## Action item
In the data, extract each line that holds the string "highway".

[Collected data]
=== Section Start ===

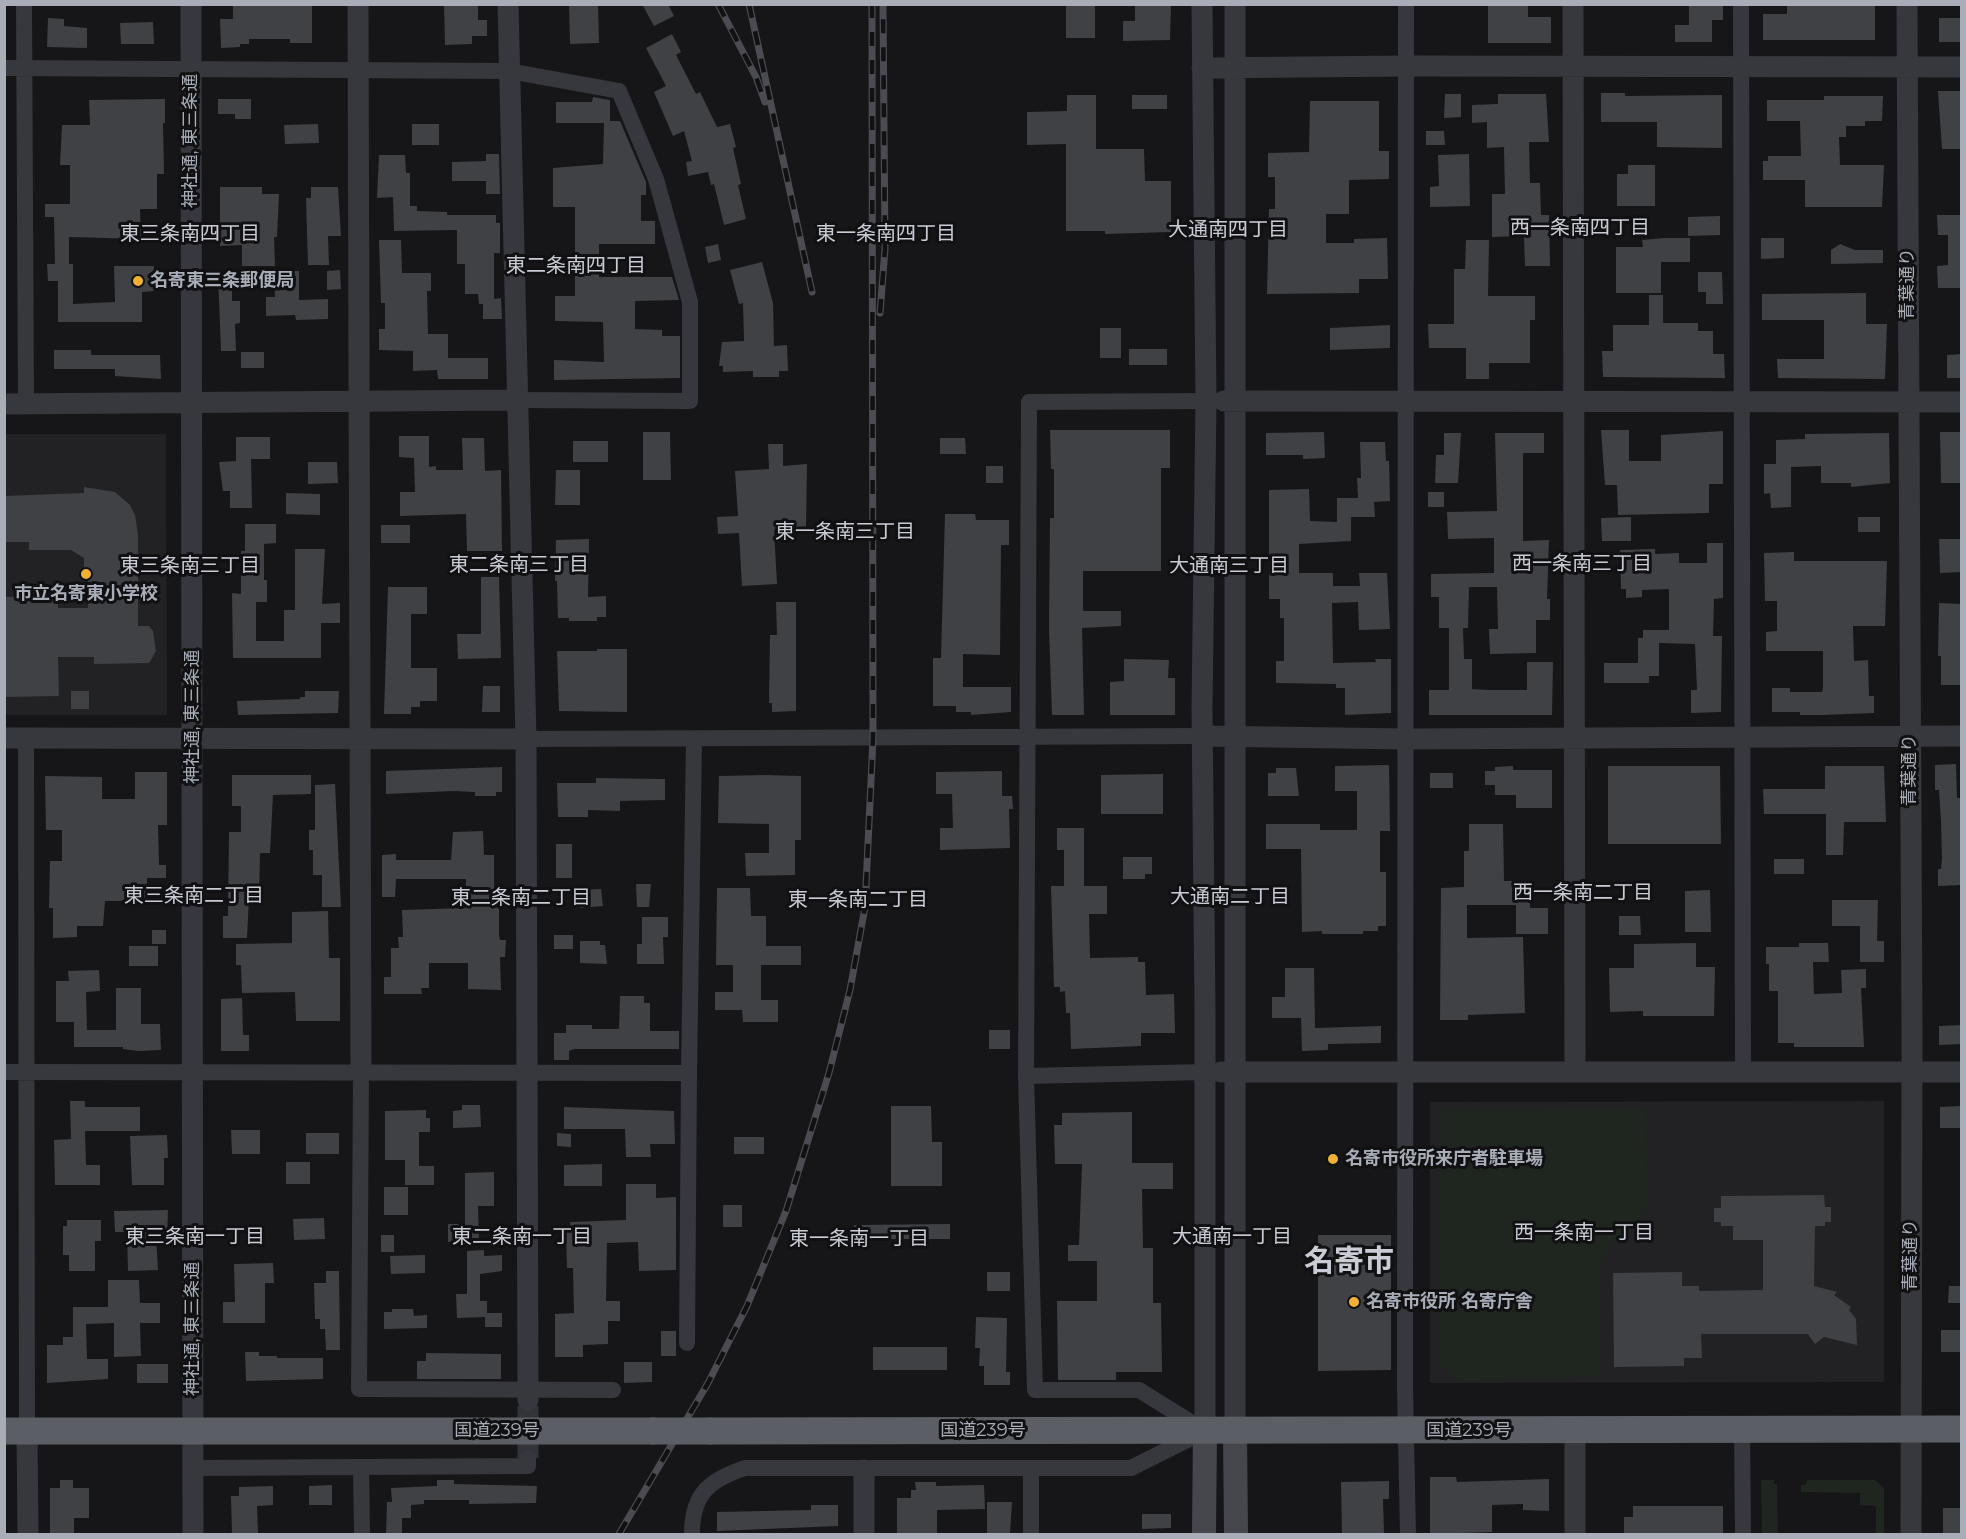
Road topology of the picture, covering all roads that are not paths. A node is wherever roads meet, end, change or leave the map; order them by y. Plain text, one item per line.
1 (24, 4) edge
2 (191, 4) edge
3 (358, 4) edge
4 (508, 4) edge
5 (1202, 4) edge
6 (1235, 4) edge
7 (1406, 4) edge
8 (1574, 4) edge
9 (1741, 4) edge
10 (1907, 4) edge
11 (1406, 66) junction
12 (1235, 67) junction
13 (1574, 67) junction
14 (1742, 67) junction
15 (1962, 67) edge
16 (4, 68) edge
17 (25, 68) junction
18 (191, 68) junction
19 (1202, 68) junction
20 (1907, 68) junction
21 (358, 70) junction
22 (509, 71) junction
23 (516, 400) junction
24 (1406, 400) junction
25 (1574, 400) junction
26 (1206, 401) junction
27 (1236, 401) junction
28 (1741, 401) junction
29 (359, 402) junction
30 (1908, 402) junction
31 (1962, 402) edge
32 (193, 403) junction
33 (4, 404) edge
34 (26, 404) junction
35 (1202, 736) junction
36 (1235, 736) junction
37 (1743, 736) junction
38 (1910, 736) junction
39 (1962, 736) edge
40 (4, 738) edge
41 (26, 738) junction
42 (358, 738) junction
43 (1028, 738) junction
44 (1574, 738) junction
45 (193, 739) junction
46 (525, 739) junction
47 (694, 739) junction
48 (1407, 739) junction
49 (1743, 1071) junction
50 (4, 1072) edge
51 (25, 1072) junction
52 (193, 1072) junction
53 (690, 1072) junction
54 (1205, 1072) junction
55 (1234, 1072) junction
56 (1406, 1072) junction
57 (1575, 1072) junction
58 (1912, 1072) junction
59 (1962, 1072) edge
60 (361, 1073) junction
61 (527, 1073) junction
62 (1026, 1076) junction
63 (687, 1343) dead end
64 (613, 1390) dead end
65 (528, 1396) junction
66 (1910, 1429) junction
67 (1962, 1429) edge
68 (194, 1430) junction
69 (1742, 1430) junction
70 (16, 1431) edge
71 (1205, 1431) junction
72 (1235, 1431) junction
73 (1408, 1431) junction
74 (1575, 1432) junction
75 (528, 1458) dead end
76 (361, 1467) junction
77 (193, 1468) junction
78 (1031, 1468) junction
79 (864, 1470) junction
80 (28, 1534) edge
81 (193, 1534) edge
82 (362, 1534) edge
83 (692, 1534) edge
84 (864, 1534) edge
85 (1031, 1534) edge
86 (1204, 1534) edge
87 (1236, 1534) edge
88 (1408, 1534) edge
89 (1575, 1534) edge
90 (1743, 1534) edge
91 (1911, 1534) edge

1 - 17 street
2 - 18 street, 神社通, 東三条通
3 - 21 street
4 - 22 street
5 - 19 street
6 - 12 street
7 - 11 street
8 - 13 street
9 - 14 street
10 - 20 street, 青葉通り
11 - 12 street
11 - 13 street
11 - 24 street
12 - 19 street
12 - 27 street
13 - 14 street
13 - 25 street
14 - 20 street
14 - 28 street
15 - 20 street
16 - 17 street
17 - 18 street
17 - 34 street
18 - 21 street
18 - 32 street, 神社通, 東三条通
19 - 26 street
20 - 30 street, 青葉通り
21 - 22 street
21 - 29 street
22 - 23 street
22 - 23 street
23 - 29 street
23 - 46 street
24 - 25 street
24 - 27 street
24 - 48 street
25 - 28 street
25 - 44 street
26 - 27 street
26 - 35 street
26 - 43 street
27 - 36 street
28 - 30 street
28 - 37 street
29 - 32 street
29 - 42 street
30 - 31 street
30 - 38 street, 青葉通り
32 - 34 street
32 - 45 street, 神社通, 東三条通
33 - 34 street
35 - 36 street
35 - 43 street
35 - 54 street
36 - 48 street
36 - 55 street
37 - 38 street
37 - 44 street
37 - 49 street
38 - 39 street
38 - 58 street, 青葉通り
40 - 41 street
41 - 45 street
41 - 51 street
42 - 45 street
42 - 46 street
42 - 60 street
43 - 47 street
43 - 62 street
44 - 48 street
44 - 57 street
45 - 52 street, 神社通, 東三条通
46 - 47 street
46 - 61 street
47 - 53 street
48 - 56 street
49 - 57 street
49 - 58 street
50 - 51 street
51 - 52 street
51 - 70 street
52 - 60 street
52 - 68 street, 神社通, 東三条通
53 - 61 street
53 - 63 street
54 - 55 street
54 - 62 street
54 - 71 street
55 - 56 street
55 - 72 street
56 - 57 street
56 - 73 street
58 - 59 street
58 - 66 street, 青葉通り
60 - 61 street
60 - 65 street
61 - 65 street
62 - 71 street
64 - 65 street
66 - 67 highway, 国道239号
66 - 69 highway, 国道239号
66 - 91 street, 青葉通り
68 - 70 highway, 国道239号
68 - 71 highway, 国道239号, bridge
68 - 77 street, 神社通, 東三条通
69 - 74 highway, 国道239号
69 - 90 street
70 - 80 street
71 - 72 highway, 国道239号
71 - 78 street
71 - 86 main road
72 - 73 highway, 国道239号
72 - 87 main road
73 - 74 highway, 国道239号
73 - 88 street
74 - 89 street
75 - 76 street
76 - 77 street
76 - 82 street
77 - 81 street, 神社通, 東三条通
78 - 79 street
78 - 85 street
79 - 83 street
79 - 84 street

=== Section End ===

## Response to the task
66 - 67 highway, 国道239号
66 - 69 highway, 国道239号
68 - 70 highway, 国道239号
68 - 71 highway, 国道239号, bridge
69 - 74 highway, 国道239号
71 - 72 highway, 国道239号
72 - 73 highway, 国道239号
73 - 74 highway, 国道239号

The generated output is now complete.